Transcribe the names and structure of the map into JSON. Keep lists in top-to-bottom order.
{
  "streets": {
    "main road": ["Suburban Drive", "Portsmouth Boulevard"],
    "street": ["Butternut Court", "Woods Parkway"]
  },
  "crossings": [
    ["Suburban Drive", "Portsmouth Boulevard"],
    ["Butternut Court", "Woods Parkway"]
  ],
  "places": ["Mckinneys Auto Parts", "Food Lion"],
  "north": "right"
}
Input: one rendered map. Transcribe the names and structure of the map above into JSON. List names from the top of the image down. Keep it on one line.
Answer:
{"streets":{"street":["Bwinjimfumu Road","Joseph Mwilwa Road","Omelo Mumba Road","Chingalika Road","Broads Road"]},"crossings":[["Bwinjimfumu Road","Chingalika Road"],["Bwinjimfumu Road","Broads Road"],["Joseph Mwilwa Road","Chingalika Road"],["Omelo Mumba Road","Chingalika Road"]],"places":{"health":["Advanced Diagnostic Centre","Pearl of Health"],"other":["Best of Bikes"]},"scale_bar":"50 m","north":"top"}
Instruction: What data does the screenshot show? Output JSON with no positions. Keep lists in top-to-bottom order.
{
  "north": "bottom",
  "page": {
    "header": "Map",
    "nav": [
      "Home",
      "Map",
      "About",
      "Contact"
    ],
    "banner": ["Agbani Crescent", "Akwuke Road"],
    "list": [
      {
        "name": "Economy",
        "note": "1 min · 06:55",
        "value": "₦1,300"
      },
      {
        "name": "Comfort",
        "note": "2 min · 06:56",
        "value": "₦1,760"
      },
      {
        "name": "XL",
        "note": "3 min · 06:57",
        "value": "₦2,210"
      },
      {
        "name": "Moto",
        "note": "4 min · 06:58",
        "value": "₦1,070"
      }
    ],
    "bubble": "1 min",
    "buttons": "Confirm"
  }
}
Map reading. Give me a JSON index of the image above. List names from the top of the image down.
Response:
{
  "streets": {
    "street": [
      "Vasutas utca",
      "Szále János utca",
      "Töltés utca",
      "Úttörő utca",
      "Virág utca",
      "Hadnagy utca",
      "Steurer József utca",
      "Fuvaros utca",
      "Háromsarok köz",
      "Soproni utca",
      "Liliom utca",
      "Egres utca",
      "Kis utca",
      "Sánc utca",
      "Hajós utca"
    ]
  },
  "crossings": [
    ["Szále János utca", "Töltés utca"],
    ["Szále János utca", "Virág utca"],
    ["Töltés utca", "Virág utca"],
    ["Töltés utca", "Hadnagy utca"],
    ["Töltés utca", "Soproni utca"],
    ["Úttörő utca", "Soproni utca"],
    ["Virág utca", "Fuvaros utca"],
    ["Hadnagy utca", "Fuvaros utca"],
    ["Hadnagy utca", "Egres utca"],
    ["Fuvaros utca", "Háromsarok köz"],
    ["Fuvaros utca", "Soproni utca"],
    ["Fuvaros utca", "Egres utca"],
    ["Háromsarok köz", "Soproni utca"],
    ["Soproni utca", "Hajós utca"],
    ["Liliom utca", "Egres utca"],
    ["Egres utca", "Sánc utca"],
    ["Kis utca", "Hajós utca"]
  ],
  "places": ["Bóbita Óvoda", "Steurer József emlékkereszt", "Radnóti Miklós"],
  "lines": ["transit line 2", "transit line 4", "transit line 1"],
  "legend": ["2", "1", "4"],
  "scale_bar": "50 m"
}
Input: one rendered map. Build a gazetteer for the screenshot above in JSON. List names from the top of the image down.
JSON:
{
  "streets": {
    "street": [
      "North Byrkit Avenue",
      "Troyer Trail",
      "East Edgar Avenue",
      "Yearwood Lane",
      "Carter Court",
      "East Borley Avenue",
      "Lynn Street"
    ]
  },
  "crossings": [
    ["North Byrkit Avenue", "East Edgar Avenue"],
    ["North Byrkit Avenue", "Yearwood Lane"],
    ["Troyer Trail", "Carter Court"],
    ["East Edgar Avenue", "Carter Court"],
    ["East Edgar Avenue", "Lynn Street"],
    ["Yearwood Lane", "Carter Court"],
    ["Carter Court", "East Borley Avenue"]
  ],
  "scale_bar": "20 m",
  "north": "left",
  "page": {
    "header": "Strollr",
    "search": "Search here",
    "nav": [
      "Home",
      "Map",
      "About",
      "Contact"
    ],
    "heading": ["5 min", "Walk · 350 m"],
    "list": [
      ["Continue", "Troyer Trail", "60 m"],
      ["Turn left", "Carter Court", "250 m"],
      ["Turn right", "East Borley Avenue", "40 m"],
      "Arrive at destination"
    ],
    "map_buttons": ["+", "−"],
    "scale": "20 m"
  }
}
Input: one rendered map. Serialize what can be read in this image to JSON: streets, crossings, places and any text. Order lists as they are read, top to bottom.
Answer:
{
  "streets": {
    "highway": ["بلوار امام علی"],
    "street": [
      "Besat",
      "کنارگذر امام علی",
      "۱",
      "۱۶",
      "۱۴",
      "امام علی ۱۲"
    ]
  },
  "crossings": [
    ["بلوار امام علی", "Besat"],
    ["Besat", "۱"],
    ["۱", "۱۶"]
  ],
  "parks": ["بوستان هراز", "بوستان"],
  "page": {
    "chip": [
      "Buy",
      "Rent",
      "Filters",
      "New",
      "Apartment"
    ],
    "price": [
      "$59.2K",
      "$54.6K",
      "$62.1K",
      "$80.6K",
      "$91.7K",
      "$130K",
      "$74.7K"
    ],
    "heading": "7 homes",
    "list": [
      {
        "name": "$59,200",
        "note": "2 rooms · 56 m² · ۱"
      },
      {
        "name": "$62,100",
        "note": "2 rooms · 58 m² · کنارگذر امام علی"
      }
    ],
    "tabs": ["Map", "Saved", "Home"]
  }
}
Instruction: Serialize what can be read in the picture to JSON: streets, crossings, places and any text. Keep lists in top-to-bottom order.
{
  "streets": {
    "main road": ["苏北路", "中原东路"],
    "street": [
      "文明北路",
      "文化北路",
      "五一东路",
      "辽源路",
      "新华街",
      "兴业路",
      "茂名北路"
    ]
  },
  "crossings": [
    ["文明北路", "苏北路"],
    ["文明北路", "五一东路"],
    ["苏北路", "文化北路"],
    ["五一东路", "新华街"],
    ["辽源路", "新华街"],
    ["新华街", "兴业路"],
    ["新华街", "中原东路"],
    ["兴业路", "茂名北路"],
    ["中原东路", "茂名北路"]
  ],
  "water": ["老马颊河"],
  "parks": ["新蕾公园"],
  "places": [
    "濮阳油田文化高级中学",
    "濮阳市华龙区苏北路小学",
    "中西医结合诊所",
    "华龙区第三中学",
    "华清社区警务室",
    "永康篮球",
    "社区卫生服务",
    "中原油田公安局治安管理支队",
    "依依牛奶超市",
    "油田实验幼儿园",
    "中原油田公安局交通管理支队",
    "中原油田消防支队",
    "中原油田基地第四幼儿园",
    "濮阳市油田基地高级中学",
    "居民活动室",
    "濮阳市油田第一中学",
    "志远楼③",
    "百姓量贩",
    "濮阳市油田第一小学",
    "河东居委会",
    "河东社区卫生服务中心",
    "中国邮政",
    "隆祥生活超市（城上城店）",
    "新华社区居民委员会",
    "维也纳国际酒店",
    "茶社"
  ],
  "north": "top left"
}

■ **BRIEF**
The expected answer is the complete material, restated exactly.

■ **ANSWER BOX**
Transcribe the names and structure of the map into JSON. Keep lists in top-to-bottom order.
{
  "streets": {
    "main road": ["Suburban Drive", "Portsmouth Boulevard"],
    "street": ["Butternut Court", "Woods Parkway"]
  },
  "crossings": [
    ["Suburban Drive", "Portsmouth Boulevard"],
    ["Butternut Court", "Woods Parkway"]
  ],
  "places": ["Mckinneys Auto Parts", "Food Lion"],
  "north": "right"
}
Input: one rendered map. Transcribe the names and structure of the map above into JSON. List names from the top of the image down. Keep it on one line.
Answer:
{"streets":{"street":["Bwinjimfumu Road","Joseph Mwilwa Road","Omelo Mumba Road","Chingalika Road","Broads Road"]},"crossings":[["Bwinjimfumu Road","Chingalika Road"],["Bwinjimfumu Road","Broads Road"],["Joseph Mwilwa Road","Chingalika Road"],["Omelo Mumba Road","Chingalika Road"]],"places":{"health":["Advanced Diagnostic Centre","Pearl of Health"],"other":["Best of Bikes"]},"scale_bar":"50 m","north":"top"}
Instruction: What data does the screenshot show? Output JSON with no positions. Keep lists in top-to-bottom order.
{
  "north": "bottom",
  "page": {
    "header": "Map",
    "nav": [
      "Home",
      "Map",
      "About",
      "Contact"
    ],
    "banner": ["Agbani Crescent", "Akwuke Road"],
    "list": [
      {
        "name": "Economy",
        "note": "1 min · 06:55",
        "value": "₦1,300"
      },
      {
        "name": "Comfort",
        "note": "2 min · 06:56",
        "value": "₦1,760"
      },
      {
        "name": "XL",
        "note": "3 min · 06:57",
        "value": "₦2,210"
      },
      {
        "name": "Moto",
        "note": "4 min · 06:58",
        "value": "₦1,070"
      }
    ],
    "bubble": "1 min",
    "buttons": "Confirm"
  }
}
Map reading. Give me a JSON index of the image above. List names from the top of the image down.
Response:
{
  "streets": {
    "street": [
      "Vasutas utca",
      "Szále János utca",
      "Töltés utca",
      "Úttörő utca",
      "Virág utca",
      "Hadnagy utca",
      "Steurer József utca",
      "Fuvaros utca",
      "Háromsarok köz",
      "Soproni utca",
      "Liliom utca",
      "Egres utca",
      "Kis utca",
      "Sánc utca",
      "Hajós utca"
    ]
  },
  "crossings": [
    ["Szále János utca", "Töltés utca"],
    ["Szále János utca", "Virág utca"],
    ["Töltés utca", "Virág utca"],
    ["Töltés utca", "Hadnagy utca"],
    ["Töltés utca", "Soproni utca"],
    ["Úttörő utca", "Soproni utca"],
    ["Virág utca", "Fuvaros utca"],
    ["Hadnagy utca", "Fuvaros utca"],
    ["Hadnagy utca", "Egres utca"],
    ["Fuvaros utca", "Háromsarok köz"],
    ["Fuvaros utca", "Soproni utca"],
    ["Fuvaros utca", "Egres utca"],
    ["Háromsarok köz", "Soproni utca"],
    ["Soproni utca", "Hajós utca"],
    ["Liliom utca", "Egres utca"],
    ["Egres utca", "Sánc utca"],
    ["Kis utca", "Hajós utca"]
  ],
  "places": ["Bóbita Óvoda", "Steurer József emlékkereszt", "Radnóti Miklós"],
  "lines": ["transit line 2", "transit line 4", "transit line 1"],
  "legend": ["2", "1", "4"],
  "scale_bar": "50 m"
}
Input: one rendered map. Build a gazetteer for the screenshot above in JSON. List names from the top of the image down.
JSON:
{
  "streets": {
    "street": [
      "North Byrkit Avenue",
      "Troyer Trail",
      "East Edgar Avenue",
      "Yearwood Lane",
      "Carter Court",
      "East Borley Avenue",
      "Lynn Street"
    ]
  },
  "crossings": [
    ["North Byrkit Avenue", "East Edgar Avenue"],
    ["North Byrkit Avenue", "Yearwood Lane"],
    ["Troyer Trail", "Carter Court"],
    ["East Edgar Avenue", "Carter Court"],
    ["East Edgar Avenue", "Lynn Street"],
    ["Yearwood Lane", "Carter Court"],
    ["Carter Court", "East Borley Avenue"]
  ],
  "scale_bar": "20 m",
  "north": "left",
  "page": {
    "header": "Strollr",
    "search": "Search here",
    "nav": [
      "Home",
      "Map",
      "About",
      "Contact"
    ],
    "heading": ["5 min", "Walk · 350 m"],
    "list": [
      ["Continue", "Troyer Trail", "60 m"],
      ["Turn left", "Carter Court", "250 m"],
      ["Turn right", "East Borley Avenue", "40 m"],
      "Arrive at destination"
    ],
    "map_buttons": ["+", "−"],
    "scale": "20 m"
  }
}
Input: one rendered map. Serialize what can be read in this image to JSON: streets, crossings, places and any text. Order lists as they are read, top to bottom.
Answer:
{
  "streets": {
    "highway": ["بلوار امام علی"],
    "street": [
      "Besat",
      "کنارگذر امام علی",
      "۱",
      "۱۶",
      "۱۴",
      "امام علی ۱۲"
    ]
  },
  "crossings": [
    ["بلوار امام علی", "Besat"],
    ["Besat", "۱"],
    ["۱", "۱۶"]
  ],
  "parks": ["بوستان هراز", "بوستان"],
  "page": {
    "chip": [
      "Buy",
      "Rent",
      "Filters",
      "New",
      "Apartment"
    ],
    "price": [
      "$59.2K",
      "$54.6K",
      "$62.1K",
      "$80.6K",
      "$91.7K",
      "$130K",
      "$74.7K"
    ],
    "heading": "7 homes",
    "list": [
      {
        "name": "$59,200",
        "note": "2 rooms · 56 m² · ۱"
      },
      {
        "name": "$62,100",
        "note": "2 rooms · 58 m² · کنارگذر امام علی"
      }
    ],
    "tabs": ["Map", "Saved", "Home"]
  }
}
Instruction: Serialize what can be read in the picture to JSON: streets, crossings, places and any text. Keep lists in top-to-bottom order.
{
  "streets": {
    "main road": ["苏北路", "中原东路"],
    "street": [
      "文明北路",
      "文化北路",
      "五一东路",
      "辽源路",
      "新华街",
      "兴业路",
      "茂名北路"
    ]
  },
  "crossings": [
    ["文明北路", "苏北路"],
    ["文明北路", "五一东路"],
    ["苏北路", "文化北路"],
    ["五一东路", "新华街"],
    ["辽源路", "新华街"],
    ["新华街", "兴业路"],
    ["新华街", "中原东路"],
    ["兴业路", "茂名北路"],
    ["中原东路", "茂名北路"]
  ],
  "water": ["老马颊河"],
  "parks": ["新蕾公园"],
  "places": [
    "濮阳油田文化高级中学",
    "濮阳市华龙区苏北路小学",
    "中西医结合诊所",
    "华龙区第三中学",
    "华清社区警务室",
    "永康篮球",
    "社区卫生服务",
    "中原油田公安局治安管理支队",
    "依依牛奶超市",
    "油田实验幼儿园",
    "中原油田公安局交通管理支队",
    "中原油田消防支队",
    "中原油田基地第四幼儿园",
    "濮阳市油田基地高级中学",
    "居民活动室",
    "濮阳市油田第一中学",
    "志远楼③",
    "百姓量贩",
    "濮阳市油田第一小学",
    "河东居委会",
    "河东社区卫生服务中心",
    "中国邮政",
    "隆祥生活超市（城上城店）",
    "新华社区居民委员会",
    "维也纳国际酒店",
    "茶社"
  ],
  "north": "top left"
}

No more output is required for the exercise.